IllumiNights at the Zoo: A whimsical ode to the natural world

There are over 100 lanterns displayed in the Zoo, including this glowing underwater world. (Photo courtesy of Zoo Atlanta.)

By Hannah E. Jones

Zoo Atlanta typically houses over 1,000 animals and 200 species on its 40 acres, but this winter, another 100-plus animals have been added to the mix. From now until mid-January, folks can visit after dark to see a different take on flora and fauna from all over the world.

Two blue lantern dragons line the Zoo’s entrance. (Photo courtesy of Zoo Atlanta.)

IllumiNights at the Zoo: A Chinese Lantern Festival is an outdoor, immersive experience that shows the animal kingdom through intricate, glowing lanterns. For a few winter months, the real animals at Zoo Atlanta will live alongside their lantern counterparts. In this playful exhibit, visitors are immersed in a glowing version of the environment around us.

Zoo Atlanta partnered with Hanart Culture to craft this outdoor experience, and the theatrical entertainment company provided the lanterns and LED lights. Lantern artisans created the displays — which can take weeks or months to complete — in Zigong, China, called the “Lantern Town of the South Kingdom” because the city’s lantern festival celebrations can stretch into a month-long event. The Lantern Festival honors ancestors who have passed away and marks the first full moon of the new lunar year and the end of the Chinese New Year. The upcoming holiday will be celebrated on Feb. 5, 2023.  

“[The lantern creation] really is an artisan process,” said Jennifer Smith, Zoo Atlanta’s vice president of strategic partnerships and initiatives. “They’re super colorful, super bright and truly works of art. [Visitors are] getting to see some really incredibly intricate and ornate art pieces.”

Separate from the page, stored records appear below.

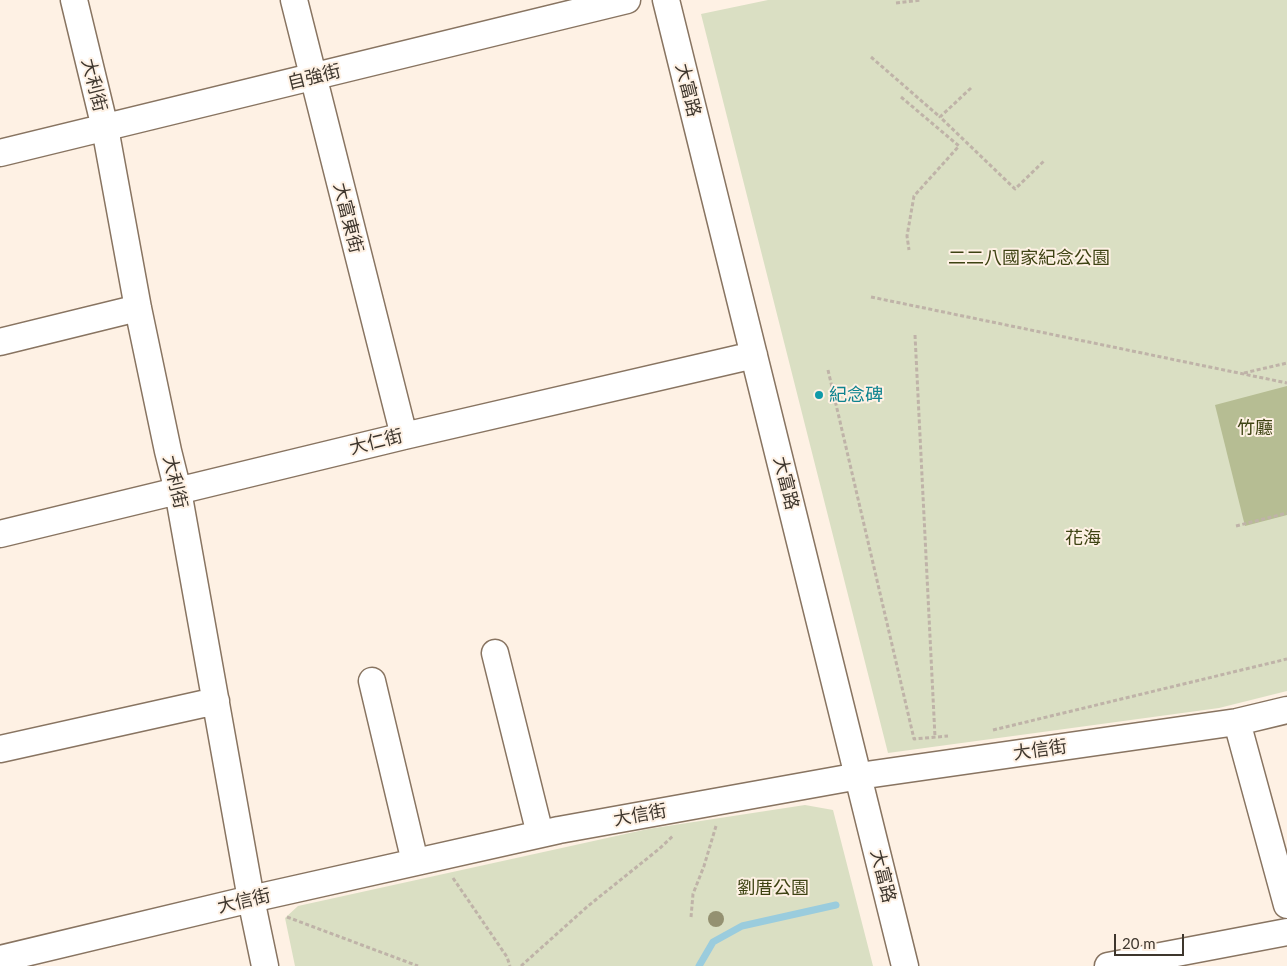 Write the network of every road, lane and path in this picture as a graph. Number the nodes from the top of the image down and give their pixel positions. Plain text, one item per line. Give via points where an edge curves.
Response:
1 (74, 0) edge
2 (294, 0) edge
3 (627, 0) edge
4 (666, 0) edge
5 (922, 0) edge
6 (896, 3) dead end
7 (871, 56) dead end
8 (312, 78) junction
9 (970, 88) dead end
10 (901, 97) dead end
11 (940, 118) junction
12 (105, 128) junction
13 (0, 153) edge
14 (1044, 161) dead end
15 (908, 250) dead end
16 (872, 297) dead end
17 (138, 308) junction
18 (915, 334) dead end
19 (0, 342) edge
20 (754, 355) junction
21 (1287, 363) edge
22 (828, 370) dead end
23 (1243, 373) junction
24 (1287, 383) edge
25 (404, 436) junction
26 (178, 491) junction
27 (1287, 513) edge
28 (1236, 526) dead end
29 (0, 534) edge
30 (495, 653) dead end
31 (1287, 659) edge
32 (372, 681) dead end
33 (216, 701) junction
34 (1287, 710) edge
35 (1237, 722) junction
36 (984, 732) dead end
37 (955, 735) dead end
38 (935, 738) junction
39 (0, 749) edge
40 (859, 776) junction
41 (708, 823) dead end
42 (676, 832) dead end
43 (540, 834) junction
44 (415, 862) junction
45 (452, 877) dead end
46 (251, 899) junction
47 (1287, 905) edge
48 (283, 915) dead end
49 (691, 917) dead end
50 (1287, 932) edge
51 (0, 959) edge
52 (265, 966) edge
53 (418, 966) edge
54 (510, 966) edge
55 (520, 966) edge
56 (906, 966) edge
57 (1108, 966) edge

1 - 12 street, 大利街
2 - 8 street, 大富東街
3 - 8 street, 自強街
4 - 20 street, 大富路
5 - 6 path
7 - 11 path
8 - 12 street, 自強街
8 - 25 street, 大富東街
9 - 11 path
10 - 15 path via 959,146 914,196 906,236
11 - 14 path via 1015,188
12 - 13 street, 自強街
12 - 17 street, 大利街
16 - 23 path
17 - 19 street
17 - 26 street, 大利街
18 - 38 path
20 - 25 street, 大仁街
20 - 40 street, 大富路
21 - 23 path
22 - 38 path via 914,739
23 - 24 path
25 - 26 street, 大仁街
26 - 29 street, 大仁街
26 - 33 street, 大利街
27 - 28 path
30 - 43 street
31 - 36 path
32 - 44 street
33 - 39 street
33 - 46 street, 大利街
34 - 35 street, 大信街
35 - 40 street, 大信街
35 - 47 street
37 - 38 path
40 - 43 street, 大信街
40 - 56 street, 大富路
41 - 49 path via 717,822 693,894
42 - 55 path
43 - 44 street, 大信街
44 - 46 street, 大信街
45 - 54 path
46 - 51 street, 大信街
46 - 52 street, 大利街
48 - 53 path
50 - 57 street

This is the second year of IllumiNights at the Zoo, and a majority of the installations are different from last year’s debut show. Upon arriving, visitors are welcomed into the holiday spirit with a sky-high Christmas tree and two blue lantern dragons that line the entrance. 

There are over 100 lantern displays integrated into the park, leaving every corner illuminated. Sometimes the lanterns stand alone, and other times they’re blended into the surrounding natural landscape. In one section, two real trees are adorned with glowing sloths that hang from the branches.

The cheetah watches over the walkway. (Photo courtesy of Zoo Atlanta.)

Passing through the African Savanna section of the Zoo, while most real animals have tucked away for the night, visitors can see top predators on full display — a long, slithering python draped over a tree branch or a cheetah lounging in the treetop. 

“Going through the Zoo at night is a different journey, you’re able to see things in a different way,” Smith said.

There are also holiday classics, like Santa’s sleigh being pulled by two reindeer, resembling an extravagant front-yard display. In the spaces between lanterns, many trees are covered with string lights.

The radiant phoenix. (Photo by Hannah E. Jones.)

Smith identified a few large-scale displays that easily catch your eye. Outside of the amphibian and reptile complex sits a brilliant display of light and color — a larger-than-life phoenix. The blazing bird display boasts a tail made of pink and purple flames, surrounded by multi-colored flower blooms and ornaments.

The Panda Path is also a sight to behold. The walkway has been transformed with cherry blossom trees, bamboo and, of course, pandas. There are also nods to the plant world, including a cacti walkway that glows green and vibrant coral in an ocean display.

When crafting the exhibit, the team purposefully chose a wide range of ecosystems, Smith described, as a way to “celebrate the biodiversity of our planet.” She encourages folks wanting to see another version of the Zoo — by night, in a different light — to visit after dusk.

IllumiNights at the Zoo is running from now until Jan. 15, click here to learn more.

Hannah E. Jones

Hannah Jones is an Atlanta native and Georgia State University graduate, with a major in journalism and minor in public policy. She began studying journalism in high school and has since served as a reporter and editor for two newspapers. Hannah managed the Arts and Living section of The Signal, Georgia State’s independent award-winning newspaper. She has a passion for environmental issues, urban life and telling a good story. Hannah can be reached at hannah@saportareport.com.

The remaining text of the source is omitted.